» **Work instructions**
The records below should be copied in full, exactly as shown.

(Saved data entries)
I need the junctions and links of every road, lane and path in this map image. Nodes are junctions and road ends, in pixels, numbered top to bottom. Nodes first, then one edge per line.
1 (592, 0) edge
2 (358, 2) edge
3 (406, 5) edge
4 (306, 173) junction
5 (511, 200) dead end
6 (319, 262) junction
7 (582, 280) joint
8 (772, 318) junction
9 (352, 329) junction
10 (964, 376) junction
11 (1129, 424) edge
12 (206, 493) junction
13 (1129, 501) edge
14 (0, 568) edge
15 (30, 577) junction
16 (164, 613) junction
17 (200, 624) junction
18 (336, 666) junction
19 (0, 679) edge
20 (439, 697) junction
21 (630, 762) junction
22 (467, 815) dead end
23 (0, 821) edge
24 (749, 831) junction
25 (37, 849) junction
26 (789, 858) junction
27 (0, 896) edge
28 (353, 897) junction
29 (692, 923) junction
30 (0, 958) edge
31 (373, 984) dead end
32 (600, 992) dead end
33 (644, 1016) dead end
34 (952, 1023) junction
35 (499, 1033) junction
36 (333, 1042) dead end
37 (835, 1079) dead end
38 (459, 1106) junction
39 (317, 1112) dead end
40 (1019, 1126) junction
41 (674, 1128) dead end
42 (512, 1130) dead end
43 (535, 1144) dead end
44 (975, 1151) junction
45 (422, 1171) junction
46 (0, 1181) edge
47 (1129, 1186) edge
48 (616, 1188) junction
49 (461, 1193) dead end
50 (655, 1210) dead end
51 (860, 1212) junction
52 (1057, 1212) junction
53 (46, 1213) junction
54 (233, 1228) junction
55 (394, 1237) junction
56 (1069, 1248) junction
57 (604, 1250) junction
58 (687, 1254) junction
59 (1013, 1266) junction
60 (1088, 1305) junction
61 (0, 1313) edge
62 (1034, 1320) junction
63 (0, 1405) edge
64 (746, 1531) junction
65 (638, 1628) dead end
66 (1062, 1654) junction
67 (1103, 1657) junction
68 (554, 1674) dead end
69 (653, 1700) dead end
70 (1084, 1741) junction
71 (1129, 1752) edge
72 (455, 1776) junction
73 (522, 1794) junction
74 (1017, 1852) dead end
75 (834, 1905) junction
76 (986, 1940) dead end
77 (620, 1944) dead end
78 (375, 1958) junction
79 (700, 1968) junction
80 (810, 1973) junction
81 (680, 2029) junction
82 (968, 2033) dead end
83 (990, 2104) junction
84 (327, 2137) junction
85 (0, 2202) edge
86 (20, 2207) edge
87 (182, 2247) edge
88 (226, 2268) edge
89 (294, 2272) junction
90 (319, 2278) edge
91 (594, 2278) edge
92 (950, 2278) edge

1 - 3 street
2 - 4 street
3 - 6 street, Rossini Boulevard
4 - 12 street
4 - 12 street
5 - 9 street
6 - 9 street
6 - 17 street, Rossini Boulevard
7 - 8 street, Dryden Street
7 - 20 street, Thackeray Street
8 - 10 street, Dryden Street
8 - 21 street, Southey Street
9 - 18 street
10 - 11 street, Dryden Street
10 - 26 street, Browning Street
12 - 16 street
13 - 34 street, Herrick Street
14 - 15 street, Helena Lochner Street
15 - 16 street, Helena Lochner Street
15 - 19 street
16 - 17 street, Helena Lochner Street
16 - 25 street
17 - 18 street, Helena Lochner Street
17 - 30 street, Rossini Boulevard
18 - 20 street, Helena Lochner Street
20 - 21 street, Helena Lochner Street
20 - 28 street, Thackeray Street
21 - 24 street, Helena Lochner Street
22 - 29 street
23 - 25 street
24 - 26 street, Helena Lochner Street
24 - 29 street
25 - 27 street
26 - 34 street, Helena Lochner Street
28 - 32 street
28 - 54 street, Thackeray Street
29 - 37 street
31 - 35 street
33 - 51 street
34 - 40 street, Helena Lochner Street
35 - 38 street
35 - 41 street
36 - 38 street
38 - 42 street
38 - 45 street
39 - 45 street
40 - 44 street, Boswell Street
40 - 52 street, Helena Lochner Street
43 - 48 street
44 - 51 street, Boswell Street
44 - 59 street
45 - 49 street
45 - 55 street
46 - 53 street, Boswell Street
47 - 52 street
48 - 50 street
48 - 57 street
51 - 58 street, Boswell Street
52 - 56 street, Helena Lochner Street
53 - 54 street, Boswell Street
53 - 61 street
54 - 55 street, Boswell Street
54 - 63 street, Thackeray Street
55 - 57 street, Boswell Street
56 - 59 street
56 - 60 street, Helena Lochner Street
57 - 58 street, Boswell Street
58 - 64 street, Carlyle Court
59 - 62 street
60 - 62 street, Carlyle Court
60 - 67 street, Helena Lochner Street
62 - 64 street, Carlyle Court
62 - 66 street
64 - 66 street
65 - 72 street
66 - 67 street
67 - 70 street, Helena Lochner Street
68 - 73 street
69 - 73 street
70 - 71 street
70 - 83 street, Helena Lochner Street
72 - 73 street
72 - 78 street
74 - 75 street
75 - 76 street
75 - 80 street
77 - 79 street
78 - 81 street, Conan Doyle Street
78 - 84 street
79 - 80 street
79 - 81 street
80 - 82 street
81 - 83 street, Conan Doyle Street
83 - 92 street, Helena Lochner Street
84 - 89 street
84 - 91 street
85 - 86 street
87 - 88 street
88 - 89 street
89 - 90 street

» **Response area**
I need the junctions and links of every road, lane and path in this map image. Nodes are junctions and road ends, in pixels, numbered top to bottom. Nodes first, then one edge per line.
1 (592, 0) edge
2 (358, 2) edge
3 (406, 5) edge
4 (306, 173) junction
5 (511, 200) dead end
6 (319, 262) junction
7 (582, 280) joint
8 (772, 318) junction
9 (352, 329) junction
10 (964, 376) junction
11 (1129, 424) edge
12 (206, 493) junction
13 (1129, 501) edge
14 (0, 568) edge
15 (30, 577) junction
16 (164, 613) junction
17 (200, 624) junction
18 (336, 666) junction
19 (0, 679) edge
20 (439, 697) junction
21 (630, 762) junction
22 (467, 815) dead end
23 (0, 821) edge
24 (749, 831) junction
25 (37, 849) junction
26 (789, 858) junction
27 (0, 896) edge
28 (353, 897) junction
29 (692, 923) junction
30 (0, 958) edge
31 (373, 984) dead end
32 (600, 992) dead end
33 (644, 1016) dead end
34 (952, 1023) junction
35 (499, 1033) junction
36 (333, 1042) dead end
37 (835, 1079) dead end
38 (459, 1106) junction
39 (317, 1112) dead end
40 (1019, 1126) junction
41 (674, 1128) dead end
42 (512, 1130) dead end
43 (535, 1144) dead end
44 (975, 1151) junction
45 (422, 1171) junction
46 (0, 1181) edge
47 (1129, 1186) edge
48 (616, 1188) junction
49 (461, 1193) dead end
50 (655, 1210) dead end
51 (860, 1212) junction
52 (1057, 1212) junction
53 (46, 1213) junction
54 (233, 1228) junction
55 (394, 1237) junction
56 (1069, 1248) junction
57 (604, 1250) junction
58 (687, 1254) junction
59 (1013, 1266) junction
60 (1088, 1305) junction
61 (0, 1313) edge
62 (1034, 1320) junction
63 (0, 1405) edge
64 (746, 1531) junction
65 (638, 1628) dead end
66 (1062, 1654) junction
67 (1103, 1657) junction
68 (554, 1674) dead end
69 (653, 1700) dead end
70 (1084, 1741) junction
71 (1129, 1752) edge
72 (455, 1776) junction
73 (522, 1794) junction
74 (1017, 1852) dead end
75 (834, 1905) junction
76 (986, 1940) dead end
77 (620, 1944) dead end
78 (375, 1958) junction
79 (700, 1968) junction
80 (810, 1973) junction
81 (680, 2029) junction
82 (968, 2033) dead end
83 (990, 2104) junction
84 (327, 2137) junction
85 (0, 2202) edge
86 (20, 2207) edge
87 (182, 2247) edge
88 (226, 2268) edge
89 (294, 2272) junction
90 (319, 2278) edge
91 (594, 2278) edge
92 (950, 2278) edge

1 - 3 street
2 - 4 street
3 - 6 street, Rossini Boulevard
4 - 12 street
4 - 12 street
5 - 9 street
6 - 9 street
6 - 17 street, Rossini Boulevard
7 - 8 street, Dryden Street
7 - 20 street, Thackeray Street
8 - 10 street, Dryden Street
8 - 21 street, Southey Street
9 - 18 street
10 - 11 street, Dryden Street
10 - 26 street, Browning Street
12 - 16 street
13 - 34 street, Herrick Street
14 - 15 street, Helena Lochner Street
15 - 16 street, Helena Lochner Street
15 - 19 street
16 - 17 street, Helena Lochner Street
16 - 25 street
17 - 18 street, Helena Lochner Street
17 - 30 street, Rossini Boulevard
18 - 20 street, Helena Lochner Street
20 - 21 street, Helena Lochner Street
20 - 28 street, Thackeray Street
21 - 24 street, Helena Lochner Street
22 - 29 street
23 - 25 street
24 - 26 street, Helena Lochner Street
24 - 29 street
25 - 27 street
26 - 34 street, Helena Lochner Street
28 - 32 street
28 - 54 street, Thackeray Street
29 - 37 street
31 - 35 street
33 - 51 street
34 - 40 street, Helena Lochner Street
35 - 38 street
35 - 41 street
36 - 38 street
38 - 42 street
38 - 45 street
39 - 45 street
40 - 44 street, Boswell Street
40 - 52 street, Helena Lochner Street
43 - 48 street
44 - 51 street, Boswell Street
44 - 59 street
45 - 49 street
45 - 55 street
46 - 53 street, Boswell Street
47 - 52 street
48 - 50 street
48 - 57 street
51 - 58 street, Boswell Street
52 - 56 street, Helena Lochner Street
53 - 54 street, Boswell Street
53 - 61 street
54 - 55 street, Boswell Street
54 - 63 street, Thackeray Street
55 - 57 street, Boswell Street
56 - 59 street
56 - 60 street, Helena Lochner Street
57 - 58 street, Boswell Street
58 - 64 street, Carlyle Court
59 - 62 street
60 - 62 street, Carlyle Court
60 - 67 street, Helena Lochner Street
62 - 64 street, Carlyle Court
62 - 66 street
64 - 66 street
65 - 72 street
66 - 67 street
67 - 70 street, Helena Lochner Street
68 - 73 street
69 - 73 street
70 - 71 street
70 - 83 street, Helena Lochner Street
72 - 73 street
72 - 78 street
74 - 75 street
75 - 76 street
75 - 80 street
77 - 79 street
78 - 81 street, Conan Doyle Street
78 - 84 street
79 - 80 street
79 - 81 street
80 - 82 street
81 - 83 street, Conan Doyle Street
83 - 92 street, Helena Lochner Street
84 - 89 street
84 - 91 street
85 - 86 street
87 - 88 street
88 - 89 street
89 - 90 street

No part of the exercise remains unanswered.